2. The architecture of claim 1 , wherein the CMOS neural circuits include a source line block having dynamic comparators, and wherein inference is effected by clamping pairs of bit lines in a differential manner and comparing within the dynamic comparator voltages on each differential bit line pair to obtain a binary output activation for output neurons.
3. The architecture of claim 2 , wherein the comparison is performed in parallel across all source line pairs.
4. The architecture of claim 1 , wherein pairs of bit lines are clamped in a differential manner so that a binary output activation is generated at the output port.
5. The architecture of claim 1 , further comprising a plurality of switches disposed within the bit lines and source lines between adjacent network modules, wherein closing a switch in bit lines between adjacent network modules creates a layer with additional input neurons and closing a switch in source lines between adjacent network modules creates a layer with additional output neurons.
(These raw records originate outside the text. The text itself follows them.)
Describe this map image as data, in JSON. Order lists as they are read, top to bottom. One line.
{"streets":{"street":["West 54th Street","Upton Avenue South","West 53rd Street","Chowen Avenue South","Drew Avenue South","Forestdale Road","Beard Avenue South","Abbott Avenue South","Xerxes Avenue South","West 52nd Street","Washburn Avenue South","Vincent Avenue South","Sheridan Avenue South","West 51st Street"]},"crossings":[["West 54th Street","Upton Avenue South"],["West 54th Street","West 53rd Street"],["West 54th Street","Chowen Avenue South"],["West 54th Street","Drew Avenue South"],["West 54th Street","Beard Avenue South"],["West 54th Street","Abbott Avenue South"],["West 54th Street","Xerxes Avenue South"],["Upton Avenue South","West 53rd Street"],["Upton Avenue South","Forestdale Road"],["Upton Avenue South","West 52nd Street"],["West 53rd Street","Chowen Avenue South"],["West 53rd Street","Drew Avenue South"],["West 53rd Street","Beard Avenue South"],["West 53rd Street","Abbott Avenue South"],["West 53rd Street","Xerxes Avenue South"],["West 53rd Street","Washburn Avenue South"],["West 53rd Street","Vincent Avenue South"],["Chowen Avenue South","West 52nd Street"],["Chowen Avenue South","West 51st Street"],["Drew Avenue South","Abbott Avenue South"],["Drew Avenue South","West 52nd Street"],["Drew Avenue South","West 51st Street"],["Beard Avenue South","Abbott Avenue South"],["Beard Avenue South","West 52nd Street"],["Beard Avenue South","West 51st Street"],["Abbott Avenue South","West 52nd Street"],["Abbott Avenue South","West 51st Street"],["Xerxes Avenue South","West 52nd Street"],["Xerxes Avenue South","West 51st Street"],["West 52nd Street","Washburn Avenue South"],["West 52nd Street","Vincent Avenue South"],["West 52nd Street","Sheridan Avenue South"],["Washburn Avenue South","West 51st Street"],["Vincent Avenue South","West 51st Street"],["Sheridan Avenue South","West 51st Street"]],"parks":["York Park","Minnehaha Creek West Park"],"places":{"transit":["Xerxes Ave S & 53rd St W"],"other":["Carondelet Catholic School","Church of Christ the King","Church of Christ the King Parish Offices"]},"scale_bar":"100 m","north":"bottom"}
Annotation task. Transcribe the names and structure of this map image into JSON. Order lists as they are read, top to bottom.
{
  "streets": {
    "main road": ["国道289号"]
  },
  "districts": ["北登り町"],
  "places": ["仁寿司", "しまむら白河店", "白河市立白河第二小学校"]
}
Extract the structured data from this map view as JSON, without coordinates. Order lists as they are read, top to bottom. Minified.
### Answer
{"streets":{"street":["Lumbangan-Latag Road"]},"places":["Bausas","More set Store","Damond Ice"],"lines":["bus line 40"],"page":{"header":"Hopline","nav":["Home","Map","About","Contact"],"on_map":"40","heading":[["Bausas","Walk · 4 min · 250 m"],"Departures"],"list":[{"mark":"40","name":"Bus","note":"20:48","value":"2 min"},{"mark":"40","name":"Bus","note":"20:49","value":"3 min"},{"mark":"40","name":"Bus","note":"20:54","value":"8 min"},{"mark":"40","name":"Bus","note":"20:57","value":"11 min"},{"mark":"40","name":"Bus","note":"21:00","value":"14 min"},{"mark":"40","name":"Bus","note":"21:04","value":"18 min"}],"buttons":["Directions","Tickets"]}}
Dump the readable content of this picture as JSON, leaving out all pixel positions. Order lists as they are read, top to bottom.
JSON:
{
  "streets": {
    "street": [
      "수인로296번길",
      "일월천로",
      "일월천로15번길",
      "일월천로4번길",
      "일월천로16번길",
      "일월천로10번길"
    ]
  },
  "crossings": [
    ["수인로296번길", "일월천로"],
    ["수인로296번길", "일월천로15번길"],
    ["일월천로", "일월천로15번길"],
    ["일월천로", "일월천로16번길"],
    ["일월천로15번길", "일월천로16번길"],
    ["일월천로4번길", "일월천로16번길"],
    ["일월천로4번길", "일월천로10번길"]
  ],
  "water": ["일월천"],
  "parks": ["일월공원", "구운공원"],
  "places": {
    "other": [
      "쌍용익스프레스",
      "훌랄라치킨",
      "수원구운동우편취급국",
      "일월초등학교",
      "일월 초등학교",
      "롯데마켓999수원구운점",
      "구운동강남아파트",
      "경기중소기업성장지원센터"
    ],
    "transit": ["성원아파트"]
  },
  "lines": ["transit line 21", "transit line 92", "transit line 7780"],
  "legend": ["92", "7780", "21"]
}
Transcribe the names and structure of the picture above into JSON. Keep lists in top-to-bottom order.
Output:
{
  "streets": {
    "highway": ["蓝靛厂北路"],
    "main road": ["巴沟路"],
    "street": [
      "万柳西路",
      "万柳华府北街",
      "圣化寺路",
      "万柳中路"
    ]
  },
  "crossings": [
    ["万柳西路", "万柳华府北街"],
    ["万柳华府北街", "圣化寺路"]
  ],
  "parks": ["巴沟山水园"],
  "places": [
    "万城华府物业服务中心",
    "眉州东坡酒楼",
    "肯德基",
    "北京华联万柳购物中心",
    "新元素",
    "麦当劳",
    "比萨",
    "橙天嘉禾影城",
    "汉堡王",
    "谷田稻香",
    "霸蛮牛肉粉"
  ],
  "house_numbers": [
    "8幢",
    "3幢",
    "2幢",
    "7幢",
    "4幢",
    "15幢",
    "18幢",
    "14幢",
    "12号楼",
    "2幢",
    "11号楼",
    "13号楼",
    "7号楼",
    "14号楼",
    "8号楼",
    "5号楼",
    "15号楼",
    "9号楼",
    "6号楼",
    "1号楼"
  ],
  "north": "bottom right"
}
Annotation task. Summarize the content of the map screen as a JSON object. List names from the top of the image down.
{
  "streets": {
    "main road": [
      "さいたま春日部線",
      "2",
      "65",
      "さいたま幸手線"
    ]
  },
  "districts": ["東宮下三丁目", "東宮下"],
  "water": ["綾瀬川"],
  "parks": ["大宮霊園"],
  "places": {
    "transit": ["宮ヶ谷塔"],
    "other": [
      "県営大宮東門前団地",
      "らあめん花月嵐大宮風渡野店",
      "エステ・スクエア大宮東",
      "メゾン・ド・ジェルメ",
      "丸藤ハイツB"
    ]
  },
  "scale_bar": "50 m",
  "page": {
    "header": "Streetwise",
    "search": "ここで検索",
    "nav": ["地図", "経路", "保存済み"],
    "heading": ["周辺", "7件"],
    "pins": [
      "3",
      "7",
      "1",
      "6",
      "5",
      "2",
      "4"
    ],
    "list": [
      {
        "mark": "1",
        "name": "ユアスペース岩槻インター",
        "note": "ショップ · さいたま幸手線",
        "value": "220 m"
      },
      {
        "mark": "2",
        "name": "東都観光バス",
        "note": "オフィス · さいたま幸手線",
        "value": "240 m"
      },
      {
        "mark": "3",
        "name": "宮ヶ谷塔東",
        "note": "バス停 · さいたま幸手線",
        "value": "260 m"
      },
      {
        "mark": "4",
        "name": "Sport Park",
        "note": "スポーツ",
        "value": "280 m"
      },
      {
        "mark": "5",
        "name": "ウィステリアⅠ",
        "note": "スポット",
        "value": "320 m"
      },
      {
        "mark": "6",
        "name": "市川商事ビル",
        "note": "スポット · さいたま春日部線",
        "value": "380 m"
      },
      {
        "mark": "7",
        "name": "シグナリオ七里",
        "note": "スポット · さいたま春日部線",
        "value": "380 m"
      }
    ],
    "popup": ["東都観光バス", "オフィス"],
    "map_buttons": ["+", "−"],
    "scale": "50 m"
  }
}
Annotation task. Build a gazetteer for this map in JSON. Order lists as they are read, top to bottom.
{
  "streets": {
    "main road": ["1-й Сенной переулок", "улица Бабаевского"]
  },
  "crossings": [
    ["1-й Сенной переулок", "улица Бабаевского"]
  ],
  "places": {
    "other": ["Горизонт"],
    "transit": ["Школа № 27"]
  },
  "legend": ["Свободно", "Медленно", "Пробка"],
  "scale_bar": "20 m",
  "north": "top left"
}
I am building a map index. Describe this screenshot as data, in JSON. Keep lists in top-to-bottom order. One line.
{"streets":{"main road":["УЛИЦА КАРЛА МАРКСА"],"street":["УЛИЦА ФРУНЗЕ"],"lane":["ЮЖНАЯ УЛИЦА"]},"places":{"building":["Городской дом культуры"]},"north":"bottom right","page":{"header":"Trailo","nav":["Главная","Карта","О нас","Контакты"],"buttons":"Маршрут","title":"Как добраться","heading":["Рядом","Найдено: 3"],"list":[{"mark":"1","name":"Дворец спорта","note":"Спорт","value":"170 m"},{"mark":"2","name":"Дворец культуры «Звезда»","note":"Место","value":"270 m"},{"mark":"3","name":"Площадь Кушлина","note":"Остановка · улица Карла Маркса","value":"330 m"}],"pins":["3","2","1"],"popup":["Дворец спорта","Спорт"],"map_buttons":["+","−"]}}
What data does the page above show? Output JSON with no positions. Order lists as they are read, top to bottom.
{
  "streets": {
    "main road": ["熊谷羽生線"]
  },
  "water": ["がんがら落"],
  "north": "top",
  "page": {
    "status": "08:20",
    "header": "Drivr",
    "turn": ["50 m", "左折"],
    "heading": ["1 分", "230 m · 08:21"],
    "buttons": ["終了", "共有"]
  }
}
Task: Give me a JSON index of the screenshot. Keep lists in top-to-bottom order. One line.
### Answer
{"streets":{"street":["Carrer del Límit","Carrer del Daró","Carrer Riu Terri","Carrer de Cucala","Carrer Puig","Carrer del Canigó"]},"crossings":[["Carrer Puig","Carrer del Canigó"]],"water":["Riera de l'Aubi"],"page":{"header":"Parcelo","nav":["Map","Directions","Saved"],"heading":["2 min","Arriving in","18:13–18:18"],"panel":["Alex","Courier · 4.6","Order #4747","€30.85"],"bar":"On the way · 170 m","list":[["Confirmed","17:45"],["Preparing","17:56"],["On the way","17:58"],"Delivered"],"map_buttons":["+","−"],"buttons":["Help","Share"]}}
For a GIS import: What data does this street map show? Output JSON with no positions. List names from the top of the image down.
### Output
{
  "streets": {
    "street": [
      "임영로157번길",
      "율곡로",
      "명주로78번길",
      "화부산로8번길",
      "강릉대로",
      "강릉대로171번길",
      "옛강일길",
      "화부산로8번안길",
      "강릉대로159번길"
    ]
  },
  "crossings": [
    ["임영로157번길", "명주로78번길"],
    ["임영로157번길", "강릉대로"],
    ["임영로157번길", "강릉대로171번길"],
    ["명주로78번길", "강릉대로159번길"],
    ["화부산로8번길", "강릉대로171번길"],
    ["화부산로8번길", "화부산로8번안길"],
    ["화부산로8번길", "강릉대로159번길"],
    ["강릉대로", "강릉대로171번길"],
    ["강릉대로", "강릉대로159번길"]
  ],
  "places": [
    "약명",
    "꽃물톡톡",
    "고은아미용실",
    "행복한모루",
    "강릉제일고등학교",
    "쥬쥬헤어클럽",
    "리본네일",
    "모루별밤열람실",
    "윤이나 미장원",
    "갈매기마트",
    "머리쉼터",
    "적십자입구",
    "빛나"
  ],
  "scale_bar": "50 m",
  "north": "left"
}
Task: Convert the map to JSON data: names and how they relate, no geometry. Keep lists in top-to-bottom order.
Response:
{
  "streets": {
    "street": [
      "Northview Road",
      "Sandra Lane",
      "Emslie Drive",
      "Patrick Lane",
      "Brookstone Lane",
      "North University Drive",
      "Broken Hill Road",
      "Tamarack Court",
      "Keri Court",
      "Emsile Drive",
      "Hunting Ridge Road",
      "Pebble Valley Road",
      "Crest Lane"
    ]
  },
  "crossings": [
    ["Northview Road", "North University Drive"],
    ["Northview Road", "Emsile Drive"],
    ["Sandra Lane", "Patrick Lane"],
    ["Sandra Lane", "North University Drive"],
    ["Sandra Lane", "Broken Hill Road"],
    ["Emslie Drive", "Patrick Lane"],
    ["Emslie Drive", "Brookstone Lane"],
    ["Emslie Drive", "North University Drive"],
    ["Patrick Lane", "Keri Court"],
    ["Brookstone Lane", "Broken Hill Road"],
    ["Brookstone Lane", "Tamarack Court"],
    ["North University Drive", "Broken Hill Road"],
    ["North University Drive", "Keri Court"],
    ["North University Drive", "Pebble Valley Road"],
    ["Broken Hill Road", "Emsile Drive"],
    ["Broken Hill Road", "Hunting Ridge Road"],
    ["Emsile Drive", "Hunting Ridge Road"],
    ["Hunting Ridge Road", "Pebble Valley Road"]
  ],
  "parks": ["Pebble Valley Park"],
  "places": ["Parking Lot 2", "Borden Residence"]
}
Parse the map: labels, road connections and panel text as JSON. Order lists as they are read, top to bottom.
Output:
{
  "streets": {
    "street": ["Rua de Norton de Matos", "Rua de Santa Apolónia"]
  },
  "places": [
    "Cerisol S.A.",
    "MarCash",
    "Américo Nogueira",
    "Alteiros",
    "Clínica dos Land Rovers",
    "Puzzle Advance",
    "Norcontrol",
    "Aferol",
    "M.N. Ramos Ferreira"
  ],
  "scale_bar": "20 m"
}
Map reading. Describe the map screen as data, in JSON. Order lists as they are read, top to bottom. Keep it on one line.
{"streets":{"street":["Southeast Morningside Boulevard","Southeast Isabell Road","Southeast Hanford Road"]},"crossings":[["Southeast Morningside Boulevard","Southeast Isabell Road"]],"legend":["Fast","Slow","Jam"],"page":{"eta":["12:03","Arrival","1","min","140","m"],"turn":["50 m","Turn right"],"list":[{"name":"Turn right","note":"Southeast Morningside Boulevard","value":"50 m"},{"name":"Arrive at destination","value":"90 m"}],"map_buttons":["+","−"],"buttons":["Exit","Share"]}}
6. The architecture of claim 1 , further comprising a plurality of routing switches configured to connect input ports and output ports of the network modules to flow binary activations forward and binary errors backward.
7. A neural network architecture configured for inference and learning, the architecture comprising:
a plurality of network modules arranged in an array, each network module configured to implement lines and one or more layers of binary neurons via a combination of CMOS neural circuits and a conductance crossbar array configured to store synapse elements weights, wherein crossbar intersections within the crossbar array define interconnects between lines of neurons of consecutive layers in the network structure, and wherein the synapse element weights are trained using backpropagation with trinary truncated updates.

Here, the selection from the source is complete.